Search the entries for the word "Reservation" and report each line that has it.

| Entries shown |

::::::::::

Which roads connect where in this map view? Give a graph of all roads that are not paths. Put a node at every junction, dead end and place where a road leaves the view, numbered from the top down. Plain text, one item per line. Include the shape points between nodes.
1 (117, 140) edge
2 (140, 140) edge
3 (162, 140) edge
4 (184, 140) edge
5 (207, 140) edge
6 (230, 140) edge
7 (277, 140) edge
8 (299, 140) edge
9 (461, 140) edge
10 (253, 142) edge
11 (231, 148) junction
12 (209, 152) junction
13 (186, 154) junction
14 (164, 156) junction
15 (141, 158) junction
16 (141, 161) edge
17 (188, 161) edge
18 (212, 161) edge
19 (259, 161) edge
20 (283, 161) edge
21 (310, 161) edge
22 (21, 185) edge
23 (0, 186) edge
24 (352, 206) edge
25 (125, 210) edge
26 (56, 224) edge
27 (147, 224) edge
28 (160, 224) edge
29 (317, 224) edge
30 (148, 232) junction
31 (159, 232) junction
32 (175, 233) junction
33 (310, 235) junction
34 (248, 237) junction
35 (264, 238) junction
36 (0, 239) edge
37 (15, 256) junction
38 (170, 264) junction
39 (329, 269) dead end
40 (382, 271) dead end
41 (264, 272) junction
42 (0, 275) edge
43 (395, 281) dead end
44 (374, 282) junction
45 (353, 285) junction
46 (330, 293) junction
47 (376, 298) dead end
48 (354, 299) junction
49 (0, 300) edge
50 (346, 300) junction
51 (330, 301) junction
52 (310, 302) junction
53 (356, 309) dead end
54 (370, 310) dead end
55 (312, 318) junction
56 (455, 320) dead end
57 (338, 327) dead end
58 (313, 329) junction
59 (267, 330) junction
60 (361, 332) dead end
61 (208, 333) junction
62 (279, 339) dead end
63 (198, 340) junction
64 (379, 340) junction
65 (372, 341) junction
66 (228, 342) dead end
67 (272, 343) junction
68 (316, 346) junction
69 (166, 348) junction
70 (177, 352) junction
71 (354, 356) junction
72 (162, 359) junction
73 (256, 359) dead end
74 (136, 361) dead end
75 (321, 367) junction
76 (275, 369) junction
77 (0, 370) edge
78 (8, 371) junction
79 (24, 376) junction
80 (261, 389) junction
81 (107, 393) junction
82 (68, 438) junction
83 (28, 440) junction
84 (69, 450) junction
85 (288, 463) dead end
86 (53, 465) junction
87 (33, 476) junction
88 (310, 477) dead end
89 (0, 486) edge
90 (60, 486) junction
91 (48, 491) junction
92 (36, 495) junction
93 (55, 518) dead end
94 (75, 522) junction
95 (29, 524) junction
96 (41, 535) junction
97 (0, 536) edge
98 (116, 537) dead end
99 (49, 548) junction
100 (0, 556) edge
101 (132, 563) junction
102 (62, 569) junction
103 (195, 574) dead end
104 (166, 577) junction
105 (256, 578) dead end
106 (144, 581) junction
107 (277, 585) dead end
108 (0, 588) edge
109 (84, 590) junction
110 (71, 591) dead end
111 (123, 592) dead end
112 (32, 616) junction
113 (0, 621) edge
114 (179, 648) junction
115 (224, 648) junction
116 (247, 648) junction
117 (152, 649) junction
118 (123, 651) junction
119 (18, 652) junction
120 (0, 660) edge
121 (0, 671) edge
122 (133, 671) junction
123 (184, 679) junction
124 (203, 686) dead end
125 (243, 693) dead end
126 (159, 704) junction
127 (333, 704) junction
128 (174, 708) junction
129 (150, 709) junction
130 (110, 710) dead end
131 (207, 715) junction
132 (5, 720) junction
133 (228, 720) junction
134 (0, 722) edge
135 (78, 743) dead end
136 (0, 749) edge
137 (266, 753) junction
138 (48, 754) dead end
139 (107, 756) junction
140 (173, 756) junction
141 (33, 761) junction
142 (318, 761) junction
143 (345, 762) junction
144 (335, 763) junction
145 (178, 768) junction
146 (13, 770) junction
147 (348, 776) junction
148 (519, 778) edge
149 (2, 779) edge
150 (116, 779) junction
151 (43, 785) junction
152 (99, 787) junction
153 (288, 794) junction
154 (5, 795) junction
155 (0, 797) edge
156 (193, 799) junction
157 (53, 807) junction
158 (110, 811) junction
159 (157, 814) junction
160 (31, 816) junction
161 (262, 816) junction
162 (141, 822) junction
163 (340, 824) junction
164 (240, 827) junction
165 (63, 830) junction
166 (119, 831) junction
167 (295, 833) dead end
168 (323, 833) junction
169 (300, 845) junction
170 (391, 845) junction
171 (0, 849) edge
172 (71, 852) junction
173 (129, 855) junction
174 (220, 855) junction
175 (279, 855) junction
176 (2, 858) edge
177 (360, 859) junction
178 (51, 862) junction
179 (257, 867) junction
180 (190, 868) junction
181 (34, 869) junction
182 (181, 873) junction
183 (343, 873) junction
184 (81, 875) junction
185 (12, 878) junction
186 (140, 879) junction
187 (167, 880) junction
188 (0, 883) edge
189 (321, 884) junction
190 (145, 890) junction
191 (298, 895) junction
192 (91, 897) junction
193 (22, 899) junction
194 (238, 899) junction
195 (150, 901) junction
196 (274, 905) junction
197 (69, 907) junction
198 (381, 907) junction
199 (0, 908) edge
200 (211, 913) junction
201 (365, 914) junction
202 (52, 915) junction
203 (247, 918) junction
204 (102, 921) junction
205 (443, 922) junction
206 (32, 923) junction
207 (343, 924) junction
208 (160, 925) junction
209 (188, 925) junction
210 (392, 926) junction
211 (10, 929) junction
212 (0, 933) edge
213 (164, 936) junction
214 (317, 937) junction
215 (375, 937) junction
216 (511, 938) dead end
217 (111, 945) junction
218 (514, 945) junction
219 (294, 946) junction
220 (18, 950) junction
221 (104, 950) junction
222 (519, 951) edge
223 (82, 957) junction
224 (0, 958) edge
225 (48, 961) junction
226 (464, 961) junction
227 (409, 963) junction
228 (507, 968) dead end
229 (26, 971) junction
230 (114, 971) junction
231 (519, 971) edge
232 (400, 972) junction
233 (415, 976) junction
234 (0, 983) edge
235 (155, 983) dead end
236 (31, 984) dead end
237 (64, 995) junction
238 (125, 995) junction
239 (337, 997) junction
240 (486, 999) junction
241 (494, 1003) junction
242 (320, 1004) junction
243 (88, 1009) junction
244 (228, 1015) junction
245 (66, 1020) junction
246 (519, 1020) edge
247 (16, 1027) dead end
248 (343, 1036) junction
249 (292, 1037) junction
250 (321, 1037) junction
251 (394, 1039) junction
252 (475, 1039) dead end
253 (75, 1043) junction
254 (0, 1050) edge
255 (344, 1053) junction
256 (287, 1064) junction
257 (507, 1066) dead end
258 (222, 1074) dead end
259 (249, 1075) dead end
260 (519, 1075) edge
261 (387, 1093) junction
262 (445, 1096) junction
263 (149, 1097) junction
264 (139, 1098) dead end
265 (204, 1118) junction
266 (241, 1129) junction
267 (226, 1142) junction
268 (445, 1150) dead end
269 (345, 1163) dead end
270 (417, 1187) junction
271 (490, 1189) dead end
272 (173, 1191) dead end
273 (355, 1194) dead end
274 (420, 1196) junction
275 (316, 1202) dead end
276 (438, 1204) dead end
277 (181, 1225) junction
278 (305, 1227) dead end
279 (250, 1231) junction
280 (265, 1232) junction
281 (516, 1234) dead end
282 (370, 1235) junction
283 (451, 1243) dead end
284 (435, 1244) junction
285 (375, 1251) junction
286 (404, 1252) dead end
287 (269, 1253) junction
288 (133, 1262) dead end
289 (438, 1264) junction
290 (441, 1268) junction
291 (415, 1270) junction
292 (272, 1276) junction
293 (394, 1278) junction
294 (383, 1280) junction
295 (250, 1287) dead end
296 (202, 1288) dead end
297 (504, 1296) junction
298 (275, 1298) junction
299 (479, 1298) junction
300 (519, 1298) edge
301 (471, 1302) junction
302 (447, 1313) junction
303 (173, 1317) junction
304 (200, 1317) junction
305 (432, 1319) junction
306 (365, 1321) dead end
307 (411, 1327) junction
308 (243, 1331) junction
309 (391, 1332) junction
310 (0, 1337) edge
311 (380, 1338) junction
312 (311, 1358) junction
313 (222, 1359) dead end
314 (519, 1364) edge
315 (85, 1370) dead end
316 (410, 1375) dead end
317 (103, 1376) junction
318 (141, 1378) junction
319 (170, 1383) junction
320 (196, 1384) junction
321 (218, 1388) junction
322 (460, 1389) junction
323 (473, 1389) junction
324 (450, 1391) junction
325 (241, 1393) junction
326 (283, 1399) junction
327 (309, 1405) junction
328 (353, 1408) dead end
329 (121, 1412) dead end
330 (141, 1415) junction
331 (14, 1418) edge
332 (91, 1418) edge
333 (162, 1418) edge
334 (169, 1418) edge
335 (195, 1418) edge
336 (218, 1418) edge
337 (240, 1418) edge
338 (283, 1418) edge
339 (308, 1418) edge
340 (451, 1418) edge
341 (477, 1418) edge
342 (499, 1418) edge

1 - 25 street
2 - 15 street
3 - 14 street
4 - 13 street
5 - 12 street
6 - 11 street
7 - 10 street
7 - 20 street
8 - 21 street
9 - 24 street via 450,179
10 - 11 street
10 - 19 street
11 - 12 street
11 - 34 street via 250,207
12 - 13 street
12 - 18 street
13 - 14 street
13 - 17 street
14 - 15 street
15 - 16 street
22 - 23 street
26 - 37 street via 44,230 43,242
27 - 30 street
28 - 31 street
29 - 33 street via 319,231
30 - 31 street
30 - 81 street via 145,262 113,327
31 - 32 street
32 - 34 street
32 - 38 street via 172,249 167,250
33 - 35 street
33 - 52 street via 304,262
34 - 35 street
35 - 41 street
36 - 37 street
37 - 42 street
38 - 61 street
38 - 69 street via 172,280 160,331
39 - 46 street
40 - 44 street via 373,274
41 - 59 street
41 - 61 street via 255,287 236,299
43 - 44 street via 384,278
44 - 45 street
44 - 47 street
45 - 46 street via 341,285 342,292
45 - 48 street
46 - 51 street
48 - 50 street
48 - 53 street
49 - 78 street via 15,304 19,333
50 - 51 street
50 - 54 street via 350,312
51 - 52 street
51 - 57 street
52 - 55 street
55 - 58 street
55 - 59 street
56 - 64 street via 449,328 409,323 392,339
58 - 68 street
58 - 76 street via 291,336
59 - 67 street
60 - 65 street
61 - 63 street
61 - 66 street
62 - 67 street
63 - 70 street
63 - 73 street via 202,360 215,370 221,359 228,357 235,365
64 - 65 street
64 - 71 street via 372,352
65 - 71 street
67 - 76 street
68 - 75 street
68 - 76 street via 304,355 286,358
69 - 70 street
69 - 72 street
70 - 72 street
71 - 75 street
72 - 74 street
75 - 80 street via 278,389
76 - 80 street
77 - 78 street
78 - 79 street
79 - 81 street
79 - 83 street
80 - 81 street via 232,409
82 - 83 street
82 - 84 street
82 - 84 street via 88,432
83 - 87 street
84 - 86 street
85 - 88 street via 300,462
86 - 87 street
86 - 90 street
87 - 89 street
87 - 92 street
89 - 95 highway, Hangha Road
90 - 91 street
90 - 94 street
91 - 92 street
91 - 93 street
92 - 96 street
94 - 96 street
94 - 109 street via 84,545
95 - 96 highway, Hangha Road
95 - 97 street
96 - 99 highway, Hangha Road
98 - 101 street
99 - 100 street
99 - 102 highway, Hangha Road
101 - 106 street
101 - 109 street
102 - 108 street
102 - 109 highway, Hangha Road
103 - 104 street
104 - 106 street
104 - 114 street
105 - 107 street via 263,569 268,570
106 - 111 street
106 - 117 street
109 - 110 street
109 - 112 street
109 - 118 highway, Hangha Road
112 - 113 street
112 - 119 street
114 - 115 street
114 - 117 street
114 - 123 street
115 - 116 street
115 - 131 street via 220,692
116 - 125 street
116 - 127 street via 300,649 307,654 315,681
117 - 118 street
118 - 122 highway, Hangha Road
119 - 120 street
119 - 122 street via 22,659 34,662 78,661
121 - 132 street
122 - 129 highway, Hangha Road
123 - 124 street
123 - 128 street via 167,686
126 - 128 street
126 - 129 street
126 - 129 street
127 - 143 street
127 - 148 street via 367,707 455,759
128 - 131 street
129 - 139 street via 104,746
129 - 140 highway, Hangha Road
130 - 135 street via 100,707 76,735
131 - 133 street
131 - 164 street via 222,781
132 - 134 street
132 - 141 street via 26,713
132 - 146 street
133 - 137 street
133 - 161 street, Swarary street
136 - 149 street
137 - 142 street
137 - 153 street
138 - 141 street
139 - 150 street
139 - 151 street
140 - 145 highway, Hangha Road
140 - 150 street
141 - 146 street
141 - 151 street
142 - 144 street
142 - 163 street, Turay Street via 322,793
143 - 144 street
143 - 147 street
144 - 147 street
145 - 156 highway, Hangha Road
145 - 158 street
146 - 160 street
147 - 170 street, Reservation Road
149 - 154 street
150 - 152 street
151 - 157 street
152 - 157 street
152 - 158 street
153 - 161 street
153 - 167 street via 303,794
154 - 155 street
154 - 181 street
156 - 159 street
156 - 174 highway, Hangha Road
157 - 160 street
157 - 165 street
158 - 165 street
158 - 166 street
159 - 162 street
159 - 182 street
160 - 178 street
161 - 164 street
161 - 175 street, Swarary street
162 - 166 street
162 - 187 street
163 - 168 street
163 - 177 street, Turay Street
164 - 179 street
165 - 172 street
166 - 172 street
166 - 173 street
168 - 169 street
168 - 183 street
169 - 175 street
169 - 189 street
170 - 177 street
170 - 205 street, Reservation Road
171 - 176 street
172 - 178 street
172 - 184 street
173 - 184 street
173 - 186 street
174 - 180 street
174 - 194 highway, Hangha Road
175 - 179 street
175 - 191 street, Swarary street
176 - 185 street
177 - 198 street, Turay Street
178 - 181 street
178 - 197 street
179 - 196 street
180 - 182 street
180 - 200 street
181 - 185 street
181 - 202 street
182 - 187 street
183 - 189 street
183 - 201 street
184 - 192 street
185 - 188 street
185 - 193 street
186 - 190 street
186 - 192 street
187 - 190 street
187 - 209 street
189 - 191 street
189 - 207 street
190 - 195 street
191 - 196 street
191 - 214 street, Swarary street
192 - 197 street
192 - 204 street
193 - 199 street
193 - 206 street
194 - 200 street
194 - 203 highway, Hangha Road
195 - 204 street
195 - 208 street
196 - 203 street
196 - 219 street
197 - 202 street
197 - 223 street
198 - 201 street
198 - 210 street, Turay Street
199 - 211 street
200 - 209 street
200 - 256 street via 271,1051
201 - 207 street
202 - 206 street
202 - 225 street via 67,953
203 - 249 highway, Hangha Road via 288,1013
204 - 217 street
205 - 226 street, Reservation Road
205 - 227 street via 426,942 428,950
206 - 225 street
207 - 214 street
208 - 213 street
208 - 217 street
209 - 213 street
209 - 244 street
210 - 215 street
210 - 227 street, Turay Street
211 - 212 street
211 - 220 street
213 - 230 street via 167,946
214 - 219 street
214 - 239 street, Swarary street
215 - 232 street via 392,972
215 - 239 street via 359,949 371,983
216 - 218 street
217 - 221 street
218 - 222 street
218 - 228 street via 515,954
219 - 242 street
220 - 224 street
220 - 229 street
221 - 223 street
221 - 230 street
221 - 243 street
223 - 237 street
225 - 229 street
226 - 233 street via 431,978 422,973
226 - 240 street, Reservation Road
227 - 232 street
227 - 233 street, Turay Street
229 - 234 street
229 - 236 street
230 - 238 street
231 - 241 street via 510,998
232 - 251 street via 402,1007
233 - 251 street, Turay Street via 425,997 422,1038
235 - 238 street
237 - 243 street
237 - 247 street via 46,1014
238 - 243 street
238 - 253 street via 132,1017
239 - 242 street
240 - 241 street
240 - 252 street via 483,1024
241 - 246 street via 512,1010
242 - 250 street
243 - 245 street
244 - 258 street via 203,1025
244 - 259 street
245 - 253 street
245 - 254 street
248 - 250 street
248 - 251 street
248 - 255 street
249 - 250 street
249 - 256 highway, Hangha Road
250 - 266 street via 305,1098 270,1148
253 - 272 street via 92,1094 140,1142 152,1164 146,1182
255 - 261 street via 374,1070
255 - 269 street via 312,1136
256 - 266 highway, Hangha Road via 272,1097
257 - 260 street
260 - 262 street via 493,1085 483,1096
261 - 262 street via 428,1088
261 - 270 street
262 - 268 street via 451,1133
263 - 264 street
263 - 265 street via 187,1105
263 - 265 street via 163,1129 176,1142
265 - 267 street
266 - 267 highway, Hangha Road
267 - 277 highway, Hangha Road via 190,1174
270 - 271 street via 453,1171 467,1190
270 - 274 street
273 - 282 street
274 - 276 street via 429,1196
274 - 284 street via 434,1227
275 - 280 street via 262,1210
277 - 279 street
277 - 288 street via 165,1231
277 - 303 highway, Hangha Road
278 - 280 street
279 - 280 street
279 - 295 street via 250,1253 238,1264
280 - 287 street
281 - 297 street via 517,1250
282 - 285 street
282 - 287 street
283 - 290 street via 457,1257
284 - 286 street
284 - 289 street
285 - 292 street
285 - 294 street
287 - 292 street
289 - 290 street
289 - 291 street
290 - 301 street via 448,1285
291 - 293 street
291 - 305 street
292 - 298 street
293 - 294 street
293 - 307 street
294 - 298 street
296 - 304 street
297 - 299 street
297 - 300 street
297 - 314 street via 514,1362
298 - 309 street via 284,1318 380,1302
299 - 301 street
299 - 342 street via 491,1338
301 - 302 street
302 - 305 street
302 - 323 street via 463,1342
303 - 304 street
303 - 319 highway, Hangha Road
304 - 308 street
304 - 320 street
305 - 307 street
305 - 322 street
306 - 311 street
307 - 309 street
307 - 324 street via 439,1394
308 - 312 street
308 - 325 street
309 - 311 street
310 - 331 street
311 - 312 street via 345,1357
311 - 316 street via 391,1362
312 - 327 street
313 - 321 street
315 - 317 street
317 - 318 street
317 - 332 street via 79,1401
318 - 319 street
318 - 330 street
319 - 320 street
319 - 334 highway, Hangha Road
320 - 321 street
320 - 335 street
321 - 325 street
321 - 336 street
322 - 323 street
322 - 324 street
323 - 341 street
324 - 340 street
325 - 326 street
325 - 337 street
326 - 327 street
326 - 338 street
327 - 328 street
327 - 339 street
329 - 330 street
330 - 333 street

::::::::::

| Result for this exercise |
147 - 170 street, Reservation Road
170 - 205 street, Reservation Road
205 - 226 street, Reservation Road
226 - 240 street, Reservation Road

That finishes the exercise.